◆ **To do**:
Where the line containing "Trace all roads" appears in the records below, begin there and write out each line exactly until the last one, and nothing more.

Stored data
○ ○ ○ ○

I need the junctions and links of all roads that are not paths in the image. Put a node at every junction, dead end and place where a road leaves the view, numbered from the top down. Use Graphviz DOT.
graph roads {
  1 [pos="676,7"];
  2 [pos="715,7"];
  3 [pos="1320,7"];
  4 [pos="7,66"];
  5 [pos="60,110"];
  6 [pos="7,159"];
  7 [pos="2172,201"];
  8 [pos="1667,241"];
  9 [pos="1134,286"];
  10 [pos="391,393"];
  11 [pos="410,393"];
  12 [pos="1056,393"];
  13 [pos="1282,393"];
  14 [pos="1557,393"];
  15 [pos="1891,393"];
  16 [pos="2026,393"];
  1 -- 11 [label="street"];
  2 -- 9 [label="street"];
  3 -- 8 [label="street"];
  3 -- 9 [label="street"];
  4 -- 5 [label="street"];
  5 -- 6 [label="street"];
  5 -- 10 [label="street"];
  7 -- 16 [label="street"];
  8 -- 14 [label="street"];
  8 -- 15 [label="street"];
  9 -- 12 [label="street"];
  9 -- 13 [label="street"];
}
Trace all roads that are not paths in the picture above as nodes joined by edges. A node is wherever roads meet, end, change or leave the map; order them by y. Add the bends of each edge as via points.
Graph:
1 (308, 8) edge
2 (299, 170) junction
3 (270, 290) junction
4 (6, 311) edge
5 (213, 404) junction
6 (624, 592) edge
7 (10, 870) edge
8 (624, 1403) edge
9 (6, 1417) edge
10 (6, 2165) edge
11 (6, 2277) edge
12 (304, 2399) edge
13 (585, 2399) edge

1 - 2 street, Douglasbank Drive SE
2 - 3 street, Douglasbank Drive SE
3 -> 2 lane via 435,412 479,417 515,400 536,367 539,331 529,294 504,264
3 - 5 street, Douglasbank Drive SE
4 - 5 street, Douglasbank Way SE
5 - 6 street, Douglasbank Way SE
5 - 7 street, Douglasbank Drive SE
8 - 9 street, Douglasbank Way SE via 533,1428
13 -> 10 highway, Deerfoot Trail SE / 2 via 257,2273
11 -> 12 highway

○ ○ ○ ○

◆ **Task solution**:
Trace all roads that are not paths in the picture above as nodes joined by edges. A node is wherever roads meet, end, change or leave the map; order them by y. Add the bends of each edge as via points.
Graph:
1 (308, 8) edge
2 (299, 170) junction
3 (270, 290) junction
4 (6, 311) edge
5 (213, 404) junction
6 (624, 592) edge
7 (10, 870) edge
8 (624, 1403) edge
9 (6, 1417) edge
10 (6, 2165) edge
11 (6, 2277) edge
12 (304, 2399) edge
13 (585, 2399) edge

1 - 2 street, Douglasbank Drive SE
2 - 3 street, Douglasbank Drive SE
3 -> 2 lane via 435,412 479,417 515,400 536,367 539,331 529,294 504,264
3 - 5 street, Douglasbank Drive SE
4 - 5 street, Douglasbank Way SE
5 - 6 street, Douglasbank Way SE
5 - 7 street, Douglasbank Drive SE
8 - 9 street, Douglasbank Way SE via 533,1428
13 -> 10 highway, Deerfoot Trail SE / 2 via 257,2273
11 -> 12 highway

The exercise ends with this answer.